Enforcement was not part of the deal. The Commission of the EU cannot dictate the investment or purchase plans of its 27 member states. By the time all of this plays out, the details will long be forgotten. For now, Trump got his headlines. He also got credit for averting a major trade war of which he was the source.

The EU commitment to purchase $750 billion in U.S. energy exports over three years, mostly liquefied natural gas (LNG), is also far closer to EU anti-Putin foreign-policy goals than to those of Trump. The main consequence will be to reduce EU dependence on Russian natural gas.

“We still have too much Russian LNG that is coming through the back door … to our European Union,” **von der Leyen said at her press conference** [link removed]. “We want to absolutely get rid of Russian fossil fuels, and therefore it is much welcome to purchase the more affordable and better LNG from the United States.”

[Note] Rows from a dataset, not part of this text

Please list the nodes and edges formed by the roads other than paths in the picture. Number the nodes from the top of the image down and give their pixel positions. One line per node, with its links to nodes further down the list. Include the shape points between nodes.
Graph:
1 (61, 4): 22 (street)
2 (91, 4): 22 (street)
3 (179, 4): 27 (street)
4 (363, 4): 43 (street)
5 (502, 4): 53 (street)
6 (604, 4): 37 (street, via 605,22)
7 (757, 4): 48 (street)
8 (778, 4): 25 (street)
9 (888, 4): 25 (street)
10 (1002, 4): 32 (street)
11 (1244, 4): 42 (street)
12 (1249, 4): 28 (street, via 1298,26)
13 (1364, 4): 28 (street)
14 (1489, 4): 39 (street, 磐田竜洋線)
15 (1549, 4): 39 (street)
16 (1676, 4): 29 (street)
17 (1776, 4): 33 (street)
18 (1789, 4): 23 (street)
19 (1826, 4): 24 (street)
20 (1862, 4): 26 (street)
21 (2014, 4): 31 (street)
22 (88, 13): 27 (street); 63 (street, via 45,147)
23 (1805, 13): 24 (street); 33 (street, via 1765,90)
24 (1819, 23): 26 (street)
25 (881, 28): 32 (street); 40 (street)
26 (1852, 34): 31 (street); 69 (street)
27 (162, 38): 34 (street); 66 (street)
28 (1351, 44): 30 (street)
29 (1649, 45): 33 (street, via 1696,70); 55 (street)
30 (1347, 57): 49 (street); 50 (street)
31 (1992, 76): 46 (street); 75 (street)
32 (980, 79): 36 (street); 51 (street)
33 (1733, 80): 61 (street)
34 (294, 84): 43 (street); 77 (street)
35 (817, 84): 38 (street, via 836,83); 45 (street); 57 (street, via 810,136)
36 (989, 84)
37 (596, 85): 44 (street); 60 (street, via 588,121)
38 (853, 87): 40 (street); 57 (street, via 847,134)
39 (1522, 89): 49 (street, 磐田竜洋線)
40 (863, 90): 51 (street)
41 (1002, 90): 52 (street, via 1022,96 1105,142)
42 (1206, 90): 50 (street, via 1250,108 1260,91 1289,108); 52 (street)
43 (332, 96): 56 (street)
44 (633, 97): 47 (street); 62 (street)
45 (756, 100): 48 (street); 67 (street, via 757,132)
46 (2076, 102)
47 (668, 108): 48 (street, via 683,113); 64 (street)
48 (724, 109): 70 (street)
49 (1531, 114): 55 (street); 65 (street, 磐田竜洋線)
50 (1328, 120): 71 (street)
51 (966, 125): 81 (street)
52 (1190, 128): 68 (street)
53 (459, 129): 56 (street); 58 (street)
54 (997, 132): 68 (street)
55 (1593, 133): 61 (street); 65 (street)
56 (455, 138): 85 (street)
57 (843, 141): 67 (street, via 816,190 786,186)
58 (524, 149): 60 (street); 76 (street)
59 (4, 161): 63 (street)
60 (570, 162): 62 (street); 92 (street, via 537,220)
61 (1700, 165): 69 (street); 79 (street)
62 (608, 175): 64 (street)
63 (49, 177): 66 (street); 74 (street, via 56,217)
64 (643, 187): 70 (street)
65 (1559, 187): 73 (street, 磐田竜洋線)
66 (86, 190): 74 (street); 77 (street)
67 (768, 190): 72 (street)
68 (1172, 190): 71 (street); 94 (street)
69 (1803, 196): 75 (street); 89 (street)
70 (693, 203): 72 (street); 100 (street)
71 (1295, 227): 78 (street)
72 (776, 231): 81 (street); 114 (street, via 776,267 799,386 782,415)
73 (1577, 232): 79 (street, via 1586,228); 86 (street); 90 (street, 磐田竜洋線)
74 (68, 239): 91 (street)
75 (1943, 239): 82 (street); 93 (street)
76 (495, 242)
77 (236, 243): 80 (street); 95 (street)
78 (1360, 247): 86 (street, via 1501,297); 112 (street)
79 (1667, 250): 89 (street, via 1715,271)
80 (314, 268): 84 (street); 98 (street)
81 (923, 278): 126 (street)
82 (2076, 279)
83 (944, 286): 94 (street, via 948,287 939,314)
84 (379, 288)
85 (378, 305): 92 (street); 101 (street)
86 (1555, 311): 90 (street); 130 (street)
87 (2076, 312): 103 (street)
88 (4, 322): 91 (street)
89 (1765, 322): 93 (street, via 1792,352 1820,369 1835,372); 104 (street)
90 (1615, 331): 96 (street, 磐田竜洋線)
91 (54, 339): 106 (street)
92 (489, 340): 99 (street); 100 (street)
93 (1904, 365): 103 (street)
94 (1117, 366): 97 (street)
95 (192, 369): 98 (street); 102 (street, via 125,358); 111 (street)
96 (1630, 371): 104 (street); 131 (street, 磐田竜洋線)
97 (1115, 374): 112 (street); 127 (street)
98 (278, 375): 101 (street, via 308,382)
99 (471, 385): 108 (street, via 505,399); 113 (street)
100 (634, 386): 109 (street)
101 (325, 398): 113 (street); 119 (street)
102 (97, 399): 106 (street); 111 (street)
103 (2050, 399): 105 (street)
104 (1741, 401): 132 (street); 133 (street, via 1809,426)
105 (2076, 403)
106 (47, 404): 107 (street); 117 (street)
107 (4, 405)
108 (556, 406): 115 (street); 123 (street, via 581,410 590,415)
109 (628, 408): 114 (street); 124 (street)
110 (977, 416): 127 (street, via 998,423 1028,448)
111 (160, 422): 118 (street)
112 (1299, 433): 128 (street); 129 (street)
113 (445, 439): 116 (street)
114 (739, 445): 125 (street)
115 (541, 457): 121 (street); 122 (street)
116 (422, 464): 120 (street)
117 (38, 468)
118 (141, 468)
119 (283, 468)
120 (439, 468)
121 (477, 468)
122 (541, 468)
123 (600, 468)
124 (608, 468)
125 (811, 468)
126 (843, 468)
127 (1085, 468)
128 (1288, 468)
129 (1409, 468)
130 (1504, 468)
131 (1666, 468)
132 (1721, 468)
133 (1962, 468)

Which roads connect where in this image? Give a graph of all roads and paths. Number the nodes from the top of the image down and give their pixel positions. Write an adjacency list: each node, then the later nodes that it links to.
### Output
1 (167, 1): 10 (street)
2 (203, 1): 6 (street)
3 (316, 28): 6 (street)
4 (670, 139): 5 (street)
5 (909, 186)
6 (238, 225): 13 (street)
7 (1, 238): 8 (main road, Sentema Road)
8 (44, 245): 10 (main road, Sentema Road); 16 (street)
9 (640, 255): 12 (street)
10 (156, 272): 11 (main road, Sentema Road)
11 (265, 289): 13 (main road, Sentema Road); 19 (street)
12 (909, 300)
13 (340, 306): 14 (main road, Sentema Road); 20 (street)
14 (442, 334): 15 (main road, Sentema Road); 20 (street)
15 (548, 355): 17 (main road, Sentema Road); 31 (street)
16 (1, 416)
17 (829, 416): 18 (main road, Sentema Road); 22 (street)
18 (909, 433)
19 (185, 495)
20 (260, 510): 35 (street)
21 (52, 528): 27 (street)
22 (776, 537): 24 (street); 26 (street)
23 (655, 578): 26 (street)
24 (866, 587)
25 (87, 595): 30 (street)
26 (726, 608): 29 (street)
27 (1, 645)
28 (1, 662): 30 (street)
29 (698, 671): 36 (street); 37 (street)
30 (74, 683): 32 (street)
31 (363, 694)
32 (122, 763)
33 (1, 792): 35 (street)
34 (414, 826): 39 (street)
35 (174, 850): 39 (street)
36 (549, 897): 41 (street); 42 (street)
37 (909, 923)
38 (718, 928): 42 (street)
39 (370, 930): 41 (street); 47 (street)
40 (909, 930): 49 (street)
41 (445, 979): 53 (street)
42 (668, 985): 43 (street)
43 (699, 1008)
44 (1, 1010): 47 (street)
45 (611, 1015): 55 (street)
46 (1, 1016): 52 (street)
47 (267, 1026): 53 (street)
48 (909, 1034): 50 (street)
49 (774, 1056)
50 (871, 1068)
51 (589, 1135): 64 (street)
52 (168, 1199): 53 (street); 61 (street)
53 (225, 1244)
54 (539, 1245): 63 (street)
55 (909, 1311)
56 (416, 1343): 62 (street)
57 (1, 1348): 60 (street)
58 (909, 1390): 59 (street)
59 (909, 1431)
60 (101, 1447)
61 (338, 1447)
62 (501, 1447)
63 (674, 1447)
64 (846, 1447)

It is instructive to compare Trump’s negotiating method in the trade talks with his recent settlement with Columbia University. In both cases, his method is extortion and intimidation. He plays on the power of the U.S. government, much of it wielded illegally, combined with his own reputation as a madman. As rational players, the Columbia trustees couldn’t be sure whether Trump would bring down the hammer and carry out his worst threats. Likewise Europe’s rational diplomats. One EU official after another was quoted as saying, in effect, **it could have been worse** [link removed].

So for now, Trump notches a win. The market indexes are steady at this writing. The damage to consumer prices and to the GDPs of both the U.S. and the EU will come later.